The truth is that all of life is an adventure, the good and the bad, the ups and the downs, the experiences, the hardships, the thrills and the times that were lonely, happy or difficult. Even the loss of friends and family is simply dealt with by acknowledging that death is as it is. It is inevitable and although we may sincerely mourn we can do so without being stressed. This may be difficult to understand but it is indeed quite possible. With the passing of every friend, with the passing of my brother I have silently said “Good-bye” with the appreciation of having known them.
I have gone into situations many times where the risks of injury, death or imprisonment were practically a certainty.

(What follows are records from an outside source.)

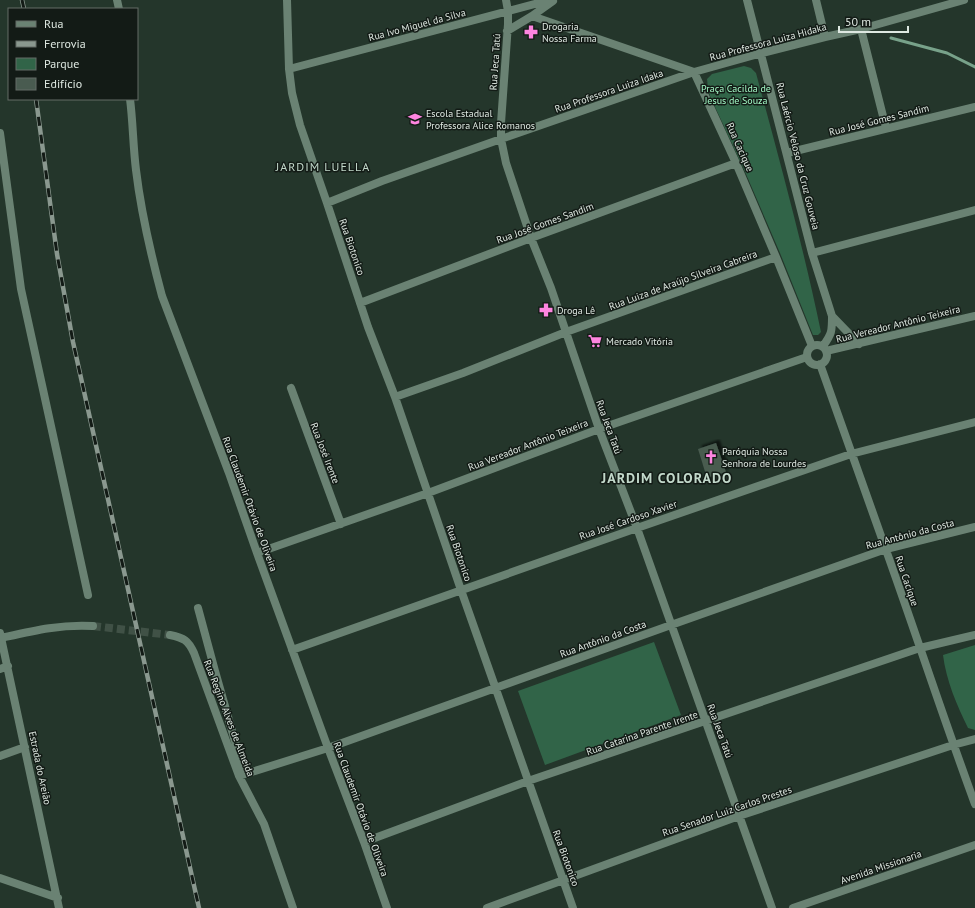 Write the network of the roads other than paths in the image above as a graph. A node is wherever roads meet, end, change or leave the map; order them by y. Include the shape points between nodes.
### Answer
1 (287, 0) edge
2 (506, 0) edge
3 (550, 0) edge
4 (554, 0) edge
5 (747, 0) edge
6 (816, 0) edge
7 (964, 0) edge
8 (508, 11) junction
9 (532, 16) junction
10 (861, 29) junction
11 (507, 31) junction
12 (825, 37) junction
13 (762, 53) junction
14 (289, 69) junction
15 (694, 72) junction
16 (130, 100) edge
17 (975, 107) edge
18 (886, 128) junction
19 (0, 133) edge
20 (501, 139) junction
21 (787, 153) junction
22 (736, 162) junction
23 (327, 203) junction
24 (975, 210) edge
25 (531, 238) junction
26 (812, 253) junction
27 (776, 257) junction
28 (360, 303) junction
29 (832, 316) junction
30 (975, 316) edge
31 (566, 332) junction
32 (859, 344) junction
33 (812, 346) junction
34 (824, 349) junction
35 (807, 357) junction
36 (820, 364) junction
37 (291, 388) dead end
38 (395, 397) junction
39 (975, 422) edge
40 (599, 429) junction
41 (851, 454) junction
42 (428, 493) junction
43 (341, 524) junction
44 (975, 527) edge
45 (637, 528) junction
46 (886, 549) junction
47 (257, 553) junction
48 (461, 590) junction
49 (88, 595) dead end
50 (198, 608) dead end
51 (671, 624) junction
52 (93, 626) tunnel mouth
53 (170, 635) tunnel mouth
54 (975, 635) edge
55 (1, 636) edge
56 (920, 648) junction
57 (292, 650) junction
58 (4, 668) edge
59 (496, 688) junction
60 (706, 722) junction
61 (975, 739) edge
62 (953, 745) junction
63 (25, 747) junction
64 (328, 748) junction
65 (0, 756) edge
66 (242, 775) junction
67 (528, 782) junction
68 (975, 804) edge
69 (739, 816) junction
70 (364, 842) junction
71 (975, 845) edge
72 (0, 878) edge
73 (564, 880) junction
74 (58, 898) junction
75 (59, 908) edge
76 (293, 908) edge
77 (387, 908) edge
78 (487, 908) edge
79 (573, 908) edge
80 (772, 908) edge
81 (793, 908) edge

1 - 14 street, Rua Biotonico
2 - 8 street, Rua Jeca Tatú
3 - 8 street, Rua Ivo Miguel da Silva
4 - 9 street
5 - 13 street, Rua Laércio Veloso da Cruz Gouveia
6 - 12 street
7 - 10 street, Rua Professora Luiza Hidaka
8 - 11 street, Rua Jeca Tatú
8 - 14 street, Rua Ivo Miguel da Silva
9 - 11 street
9 - 15 street
10 - 12 street, Rua Professora Luiza Hidaka
10 - 18 street
11 - 20 street, Rua Jeca Tatú
12 - 13 street, Rua Professora Luiza Hidaka
13 - 15 street, Rua Professora Luiza Hidaka
13 - 21 street, Rua Laércio Veloso da Cruz Gouveia
14 - 23 street, Rua Biotonico via 300,125
15 - 20 street, Rua Professora Luiza Idaka
15 - 22 street, Rua Cacique
16 - 47 street, Rua Claudemir Otávio de Oliveira via 136,169 154,268
17 - 18 street, Rua José Gomes Sandim
18 - 21 street, Rua José Gomes Sandim
19 - 49 street via 21,290
20 - 23 street, Rua Professora Luiza Idaka
20 - 25 street, Rua Jeca Tatú via 506,164
21 - 26 street, Rua Laércio Veloso da Cruz Gouveia
22 - 25 street, Rua José Gomes Sandim
22 - 27 street, Rua Cacique
23 - 28 street, Rua Biotonico
24 - 26 street
25 - 28 street, Rua José Gomes Sandim
25 - 31 street, Rua Jeca Tatú
26 - 29 street, Rua Laércio Veloso da Cruz Gouveia
27 - 31 street, Rua Luiza de Araújo Silveira Cabreira
27 - 33 street, Rua Cacique
28 - 38 street, Rua Biotonico
29 - 32 street, Rua Laércio Veloso da Cruz Gouveia
29 - 34 street, Rua Laércio Veloso da Cruz Gouveia via 832,331
30 - 32 street, Rua Vereador Antônio Teixeira
31 - 38 street, Rua Luiza de Araújo Silveira Cabreira
31 - 40 street, Rua Jeca Tatú
32 - 34 street, Rua Vereador Antônio Teixeira
33 - 34 street via 819,345
33 - 35 street
34 - 36 street via 826,358
35 - 36 street via 813,364
35 - 40 street, Rua Vereador Antônio Teixeira
36 - 41 street, Rua Cacique
37 - 43 street, Rua José Irente
38 - 42 street, Rua Biotonico
39 - 41 street, Rua José Cardoso Xavier
40 - 42 street, Rua Vereador Antônio Teixeira
40 - 45 street, Rua Jeca Tatú
41 - 45 street, Rua José Cardoso Xavier
41 - 46 street, Rua Cacique
42 - 43 street, Rua Vereador Antônio Teixeira
42 - 48 street, Rua Biotonico
43 - 47 street, Rua Vereador Antônio Teixeira
44 - 46 street, Rua Antônio da Costa
45 - 48 street, Rua José Cardoso Xavier
45 - 51 street, Rua Jeca Tatú
46 - 51 street, Rua Antônio da Costa
46 - 56 street, Rua Cacique
47 - 57 street, Rua Claudemir Otávio de Oliveira
48 - 57 street, Rua José Cardoso Xavier
48 - 59 street, Rua Biotonico
50 - 66 street
51 - 59 street, Rua Antônio da Costa
51 - 60 street, Rua Jeca Tatú
52 - 55 street via 58,626
53 - 66 street, Rua Regino Alves de Almeida via 181,637 190,645
54 - 56 street, Rua Catarina Parente Irente
55 - 58 street, Estrada do Areião
56 - 60 street, Rua Catarina Parente Irente
56 - 62 street, Rua Cacique
57 - 64 street, Rua Claudemir Otávio de Oliveira
58 - 63 street, Estrada do Areião
59 - 64 street, Rua Antônio da Costa
59 - 67 street, Rua Biotonico
60 - 67 street, Rua Catarina Parente Irente
60 - 69 street, Rua Jeca Tatú
61 - 62 street, Rua Senador Luiz Carlos Prestes
62 - 68 street, Rua Cacique
62 - 69 street, Rua Senador Luiz Carlos Prestes
63 - 65 street
63 - 74 street, Estrada do Areião
64 - 66 street, Rua Antônio da Costa
64 - 70 street, Rua Claudemir Otávio de Oliveira
66 - 76 street, Rua Regino Alves de Almeida via 264,824
67 - 70 street, Rua Catarina Parente Irente
67 - 73 street, Rua Biotonico
69 - 73 street, Rua Senador Luiz Carlos Prestes
69 - 80 street, Rua Jeca Tatú
70 - 77 street, Rua Claudemir Otávio de Oliveira
71 - 81 street, Avenida Missionaria
72 - 74 street
73 - 78 street, Rua Senador Luiz Carlos Prestes
73 - 79 street, Rua Biotonico
74 - 75 street, Estrada do Areião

My approach has always been acceptance. And amazingly I am still alive and still free. When I have had nothing I have had everything I need, and when I have risked all, I have usually been successful. One of the things that concerns me is when I read about, or hear of people, especially young people committing suicide because of bullying. I wish that I could talk to such people before they make such a terminal decision. I would tell them to not let the insecurities and fears of others influence them in any way. I would tell them to accept that all the ridicule, insults, bullying and peer pressure is irrelevant and simply unimportant to who they are. If a parent is unaccepting of who you are, you need to say to them that if you are unacceptable to them they have no right to be your parent and you should walk away from them. Too many people are enslaved to parents, partners and friends who do not accept them Unacceptance and bullying are forms of violence and everyone should walk away from violence with dignity. No one should tell you what to believe, how to think, how to dress, how to behave or to dictate your sexual orientation or condemn you for your compassion, your passion, your imagination and your character. You are who you are and that is what it is, and how it should be, and if others do not tolerate who you are, don’t give them the satisfaction of destroying you. Simply symbolically spit in their eye, walk away and concentrate on being who you are for the benefit of yourself.
And if anyone is inclined to commit suicide my advice is to commit social suicide instead. That is, to drop out of your life as it is and begin another life, in another place with new ideas. Adventure is the antidote for depression. Take a chance, jump into the unknown and you will be amazed at what is awaiting you after you do.
I am not infallible. I have made mistakes in my life, many of them. I have at times in the past responded with anger although rarely physical and limited to the poison of the pen. I have let some people down, disappointed others and missed opportunities. But the one thing that I have been able to do in my life is to avoid stress.
At 64, I am healthy, happy, optimistic, and as passionate as I ever have been. Even more so because I have had the grace of experience and the satisfaction of achievement in those areas that I chose to address.
The point of this posting is this: Do not let stress ruin your health, your love or your life. Dreadnaught and live the adventure, this adventure that is life. It may well be the only life you will ever have. Even if you believe in the afterlife (oh and don’t stress about that either) the fact is you will never know for sure, so no sense wasting the unique life that you have.
A stress free life is not only possible, it’s also essential for your health and your happiness.